Howard KurtzFox News' response to the uproar over its religious correspondent's interview with author Reza Aslan is a revealing example of how the network handles criticism by either attacking or ignoring it, and raises questions about how Howard Kurtz, Fox's new media critic, will fit into that pattern.

Aslan, the author of the new book Zealot: The Life and Times of Jesus of Nazareth, was the subject of a recent 10-minute interview on New York Times columnist Ross Douthat describes the interview and ensuing controversy in today's column:

Those minutes were spent with the interviewer, Lauren Green, asking Aslan to explain why a Muslim would write a book about Jesus -- with Aslan coolly emphasizing his credentials and the non-Islamic nature of his argument -- and then with Green asking variations on the Muslim question, to increasing offense and diminishing returns.

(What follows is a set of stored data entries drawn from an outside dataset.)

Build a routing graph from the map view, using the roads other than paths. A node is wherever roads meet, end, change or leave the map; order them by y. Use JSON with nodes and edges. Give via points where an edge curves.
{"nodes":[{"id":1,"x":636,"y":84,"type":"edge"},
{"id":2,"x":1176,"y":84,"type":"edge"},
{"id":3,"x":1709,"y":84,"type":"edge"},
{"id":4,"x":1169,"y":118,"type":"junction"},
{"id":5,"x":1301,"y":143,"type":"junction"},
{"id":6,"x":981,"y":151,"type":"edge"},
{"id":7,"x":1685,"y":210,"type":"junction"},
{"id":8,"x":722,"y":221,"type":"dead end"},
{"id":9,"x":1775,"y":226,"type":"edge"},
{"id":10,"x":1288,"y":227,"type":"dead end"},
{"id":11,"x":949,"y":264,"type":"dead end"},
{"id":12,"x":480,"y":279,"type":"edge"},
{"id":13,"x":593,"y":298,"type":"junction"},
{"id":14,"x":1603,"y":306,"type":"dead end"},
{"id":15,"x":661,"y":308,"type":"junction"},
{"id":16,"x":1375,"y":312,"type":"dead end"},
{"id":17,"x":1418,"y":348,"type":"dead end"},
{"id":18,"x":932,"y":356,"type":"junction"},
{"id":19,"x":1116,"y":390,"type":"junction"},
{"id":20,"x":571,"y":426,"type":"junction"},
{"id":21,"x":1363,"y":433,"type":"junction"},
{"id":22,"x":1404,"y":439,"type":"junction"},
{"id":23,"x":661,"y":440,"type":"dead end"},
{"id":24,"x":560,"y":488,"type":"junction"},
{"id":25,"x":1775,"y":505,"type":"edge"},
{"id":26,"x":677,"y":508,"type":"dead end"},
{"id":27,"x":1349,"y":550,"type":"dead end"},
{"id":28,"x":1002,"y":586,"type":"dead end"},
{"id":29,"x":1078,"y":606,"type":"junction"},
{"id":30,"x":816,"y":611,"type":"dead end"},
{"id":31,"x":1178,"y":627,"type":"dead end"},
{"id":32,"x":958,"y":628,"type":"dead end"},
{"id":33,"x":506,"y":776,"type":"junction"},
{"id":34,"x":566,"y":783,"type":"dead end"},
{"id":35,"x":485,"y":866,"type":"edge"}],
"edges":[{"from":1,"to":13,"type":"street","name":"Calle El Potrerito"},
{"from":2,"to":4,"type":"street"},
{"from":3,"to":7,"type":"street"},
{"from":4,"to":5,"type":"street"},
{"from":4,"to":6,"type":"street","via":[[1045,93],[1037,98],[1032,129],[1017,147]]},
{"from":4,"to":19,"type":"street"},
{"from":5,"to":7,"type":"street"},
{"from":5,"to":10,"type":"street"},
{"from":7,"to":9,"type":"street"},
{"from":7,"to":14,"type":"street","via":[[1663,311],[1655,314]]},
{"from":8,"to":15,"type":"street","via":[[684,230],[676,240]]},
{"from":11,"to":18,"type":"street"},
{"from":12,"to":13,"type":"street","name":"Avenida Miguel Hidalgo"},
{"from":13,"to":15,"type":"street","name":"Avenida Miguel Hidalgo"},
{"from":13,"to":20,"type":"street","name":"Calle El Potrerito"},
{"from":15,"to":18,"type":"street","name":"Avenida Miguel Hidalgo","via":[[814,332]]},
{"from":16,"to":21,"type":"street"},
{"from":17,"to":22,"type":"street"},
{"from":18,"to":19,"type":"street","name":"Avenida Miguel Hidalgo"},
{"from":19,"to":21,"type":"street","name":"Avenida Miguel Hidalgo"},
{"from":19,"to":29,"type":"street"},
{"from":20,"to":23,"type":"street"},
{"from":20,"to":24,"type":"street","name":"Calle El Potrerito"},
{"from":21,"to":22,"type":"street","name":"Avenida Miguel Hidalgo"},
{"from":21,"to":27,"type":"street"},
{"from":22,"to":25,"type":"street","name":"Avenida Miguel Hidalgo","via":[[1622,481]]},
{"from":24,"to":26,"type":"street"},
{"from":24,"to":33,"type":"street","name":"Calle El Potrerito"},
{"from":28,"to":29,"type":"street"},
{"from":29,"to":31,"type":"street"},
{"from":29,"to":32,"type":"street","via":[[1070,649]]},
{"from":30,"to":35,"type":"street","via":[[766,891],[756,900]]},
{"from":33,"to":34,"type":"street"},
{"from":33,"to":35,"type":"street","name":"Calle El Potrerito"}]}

The video quickly went viral, turning Aslan into a culture-war icon, a martyr to Fox's biases ... and soon enough (as these things tend to go) a martyr with a No. 1 best seller.

As Douthat indicates, Fox was widely criticized for the interview, which was one of the major media stories of the week. It seemed like a perfect issue for Kurtz, the network's in-house media critic, to address.

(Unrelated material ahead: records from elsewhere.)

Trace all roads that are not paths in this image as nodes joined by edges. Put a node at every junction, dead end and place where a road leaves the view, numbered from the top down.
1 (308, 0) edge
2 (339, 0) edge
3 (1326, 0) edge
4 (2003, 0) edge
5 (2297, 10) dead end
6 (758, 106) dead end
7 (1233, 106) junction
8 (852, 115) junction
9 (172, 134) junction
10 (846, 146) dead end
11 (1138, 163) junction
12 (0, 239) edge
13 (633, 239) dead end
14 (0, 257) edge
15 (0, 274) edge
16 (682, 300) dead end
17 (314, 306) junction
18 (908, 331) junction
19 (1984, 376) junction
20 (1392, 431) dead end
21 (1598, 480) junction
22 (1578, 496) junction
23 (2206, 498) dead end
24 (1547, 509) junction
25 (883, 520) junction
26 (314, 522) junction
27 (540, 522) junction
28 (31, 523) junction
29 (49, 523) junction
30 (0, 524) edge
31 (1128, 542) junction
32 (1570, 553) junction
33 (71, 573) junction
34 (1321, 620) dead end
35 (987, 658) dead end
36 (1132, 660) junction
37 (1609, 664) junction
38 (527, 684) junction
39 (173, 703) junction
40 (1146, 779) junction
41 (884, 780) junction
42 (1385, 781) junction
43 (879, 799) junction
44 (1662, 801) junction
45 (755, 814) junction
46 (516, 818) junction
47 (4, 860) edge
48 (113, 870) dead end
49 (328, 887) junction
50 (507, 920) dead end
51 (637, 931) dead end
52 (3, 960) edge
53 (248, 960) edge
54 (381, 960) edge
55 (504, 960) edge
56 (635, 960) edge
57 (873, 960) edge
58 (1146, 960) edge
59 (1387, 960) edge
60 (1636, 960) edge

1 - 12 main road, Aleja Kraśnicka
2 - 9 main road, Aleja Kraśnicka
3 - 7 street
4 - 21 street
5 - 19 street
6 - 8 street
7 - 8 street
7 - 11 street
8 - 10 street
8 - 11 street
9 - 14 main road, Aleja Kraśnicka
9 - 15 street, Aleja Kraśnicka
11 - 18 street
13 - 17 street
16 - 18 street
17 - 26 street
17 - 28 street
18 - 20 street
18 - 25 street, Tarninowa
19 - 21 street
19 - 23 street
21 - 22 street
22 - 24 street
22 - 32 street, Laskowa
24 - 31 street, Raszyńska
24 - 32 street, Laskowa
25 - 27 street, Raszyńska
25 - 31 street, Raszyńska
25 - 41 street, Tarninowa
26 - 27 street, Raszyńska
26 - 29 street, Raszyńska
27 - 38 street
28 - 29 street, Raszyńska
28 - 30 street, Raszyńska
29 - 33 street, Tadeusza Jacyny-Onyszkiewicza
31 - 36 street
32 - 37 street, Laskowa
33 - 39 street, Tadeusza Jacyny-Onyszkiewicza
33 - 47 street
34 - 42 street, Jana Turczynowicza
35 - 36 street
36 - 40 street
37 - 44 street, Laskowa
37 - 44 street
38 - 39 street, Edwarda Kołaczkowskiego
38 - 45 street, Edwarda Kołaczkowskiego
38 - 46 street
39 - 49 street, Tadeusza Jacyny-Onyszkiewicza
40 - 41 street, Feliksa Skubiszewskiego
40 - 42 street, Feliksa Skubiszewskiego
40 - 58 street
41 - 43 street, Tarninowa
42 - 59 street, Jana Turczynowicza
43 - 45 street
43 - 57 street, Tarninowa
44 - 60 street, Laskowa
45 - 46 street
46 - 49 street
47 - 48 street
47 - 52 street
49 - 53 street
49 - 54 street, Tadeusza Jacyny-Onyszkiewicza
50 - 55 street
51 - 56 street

Instead, on July 31, Fox responded to the criticism by hosting conservative activist and media critic Brent Bozell to defend the interview on the network's America Live. Bozell declared, “I'll be the first one to stand up and applaud Lauren Green for the question that she asked. It was the exact, correct question that needed to be asked.” He went on to criticize Aslan's response to Green's suggestion of religious bias -- that he's a scholar of religions and his job is to write about religion -- as arrogant.

Some noted that rather than bringing in Bozell to discuss the controversial interview, Fox could have called on Kurtz. “Fox News has a media critic on its payroll, but Howard Kurtz was apparently unavailable,” reported Huffington Post's Jack Mirkinson.

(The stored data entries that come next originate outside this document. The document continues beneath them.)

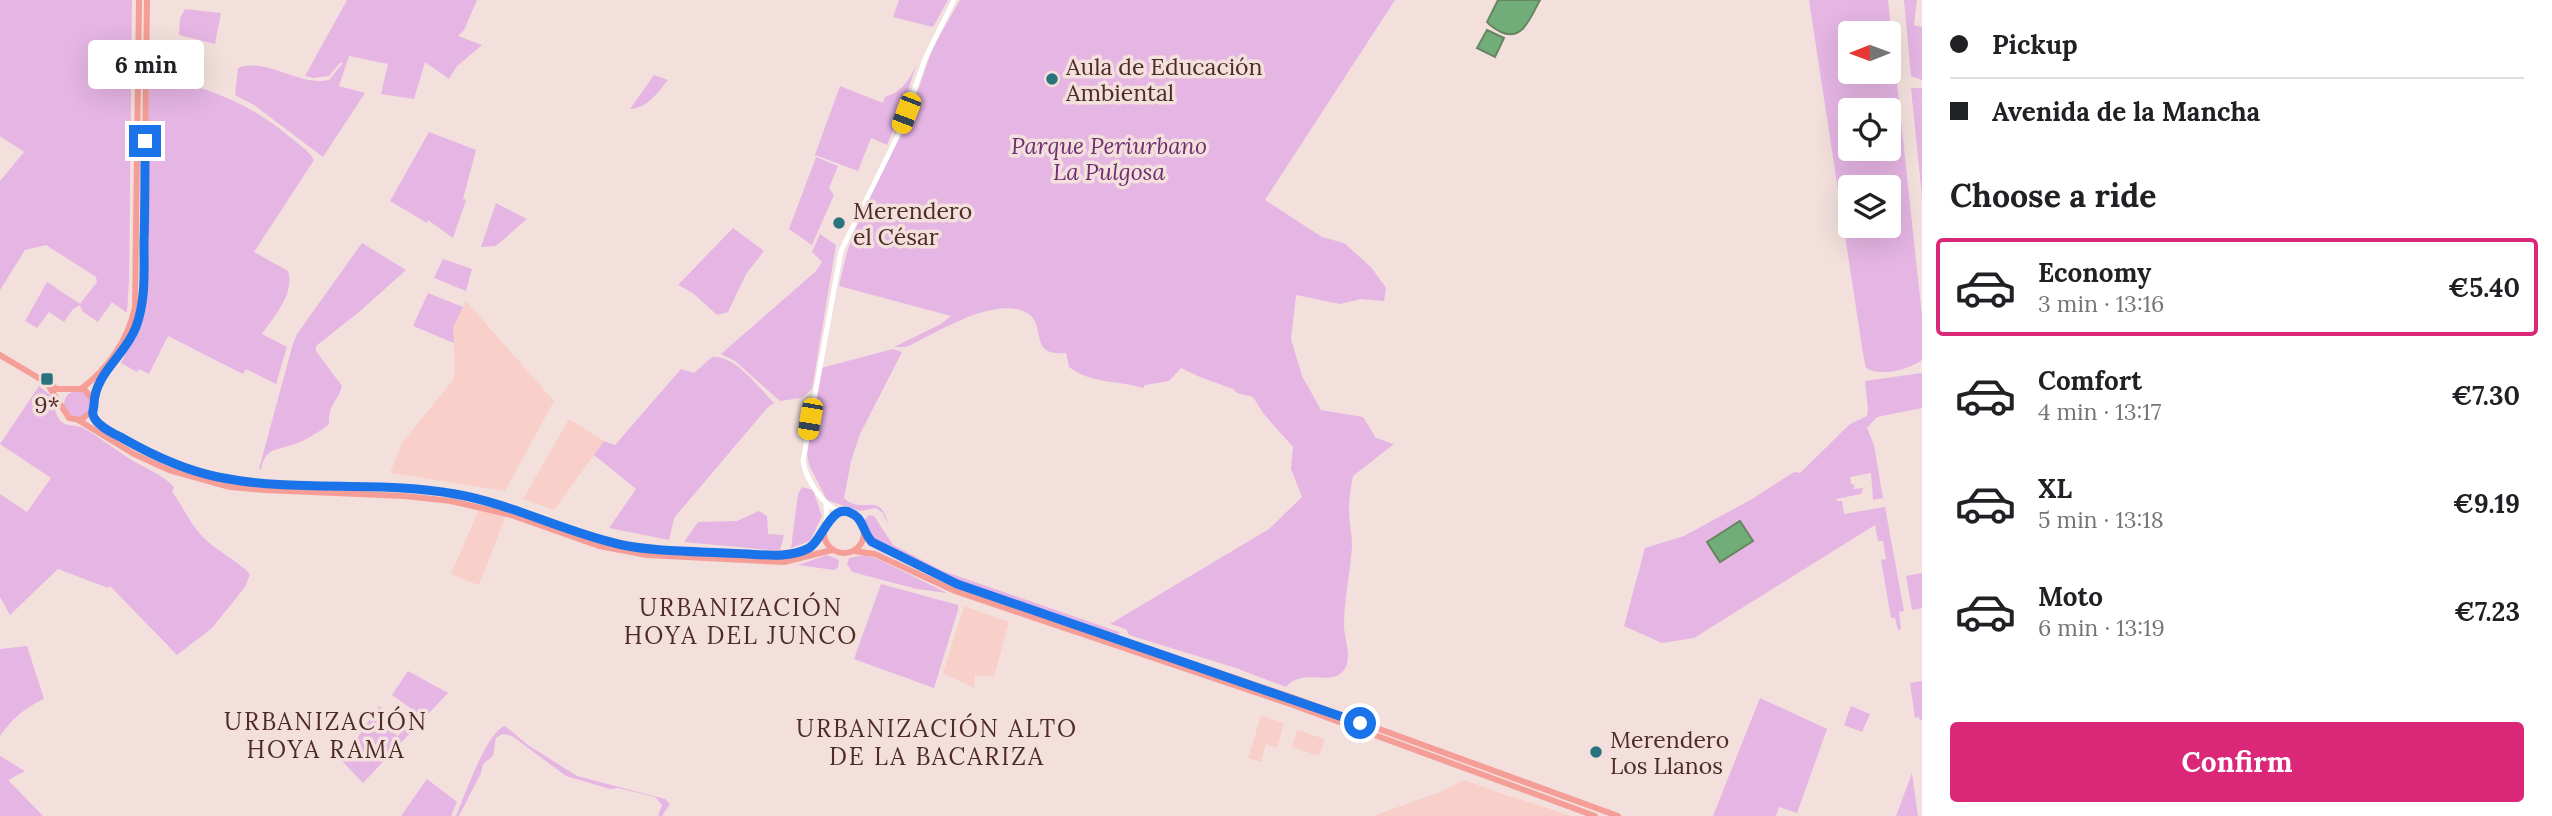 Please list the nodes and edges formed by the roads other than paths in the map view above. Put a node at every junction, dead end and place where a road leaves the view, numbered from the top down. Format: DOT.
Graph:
graph roads {
  1 [pos="139,0"];
  2 [pos="147,0"];
  3 [pos="954,0"];
  4 [pos="0,355"];
  5 [pos="86,385"];
  6 [pos="48,386"];
  7 [pos="72,389"];
  8 [pos="93,400"];
  9 [pos="62,407"];
  10 [pos="92,411"];
  11 [pos="78,420"];
  12 [pos="825,503"];
  13 [pos="843,513"];
  14 [pos="824,529"];
  15 [pos="864,531"];
  16 [pos="832,550"];
  17 [pos="854,551"];
  18 [pos="1595,816"];
  19 [pos="1618,816"];
  1 -- 5 [label="main road"];
  2 -- 8 [label="main road"];
  3 -- 12 [label="street"];
  4 -- 6 [label="main road"];
  5 -- 7 [label="main road"];
  5 -- 8 [label="main road"];
  6 -- 7 [label="main road"];
  6 -- 9 [label="main road"];
  7 -- 9 [label="main road"];
  8 -- 10 [label="main road"];
  9 -- 11 [label="main road"];
  10 -- 11 [label="main road"];
  10 -- 14 [label="main road"];
  11 -- 16 [label="main road"];
  12 -- 13 [label="street"];
  12 -- 14 [label="street"];
  13 -- 14 [label="main road"];
  13 -- 15 [label="main road"];
  14 -- 16 [label="main road"];
  15 -- 17 [label="main road"];
  15 -- 19 [label="main road"];
  16 -- 17 [label="main road"];
  17 -- 18 [label="main road"];
}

On Twitter, Politico media reporter Dylan Byers wrote that Kurtz responding to the Aslan interview would be a “pretty good test for his independence,” but that he didn't think it would happen. Indeed, Kurtz, who said he was “excited to bring my independent brand of media criticism to Fox News” when he moved to the network after 15 years at CNN, has not weighed in on the Aslan controversy. On Sunday he appeared on the panel of Fox News Sunday to discuss a variety of political topics, but did not mention Aslan.

Meanwhile, the August 3 edition of Fox's current weekly media criticism show, Fox News Watch, did not address the Aslan interview. That program has consistently downplayed or ignored stories that are unfavorable to Fox News and its parent company.

Fox News Watch will soon be replaced with a new media criticism program hosted by Kurtz. But so far, we've seen little evidence that the new program will adopt a different tact on criticizing the network than the current iteration.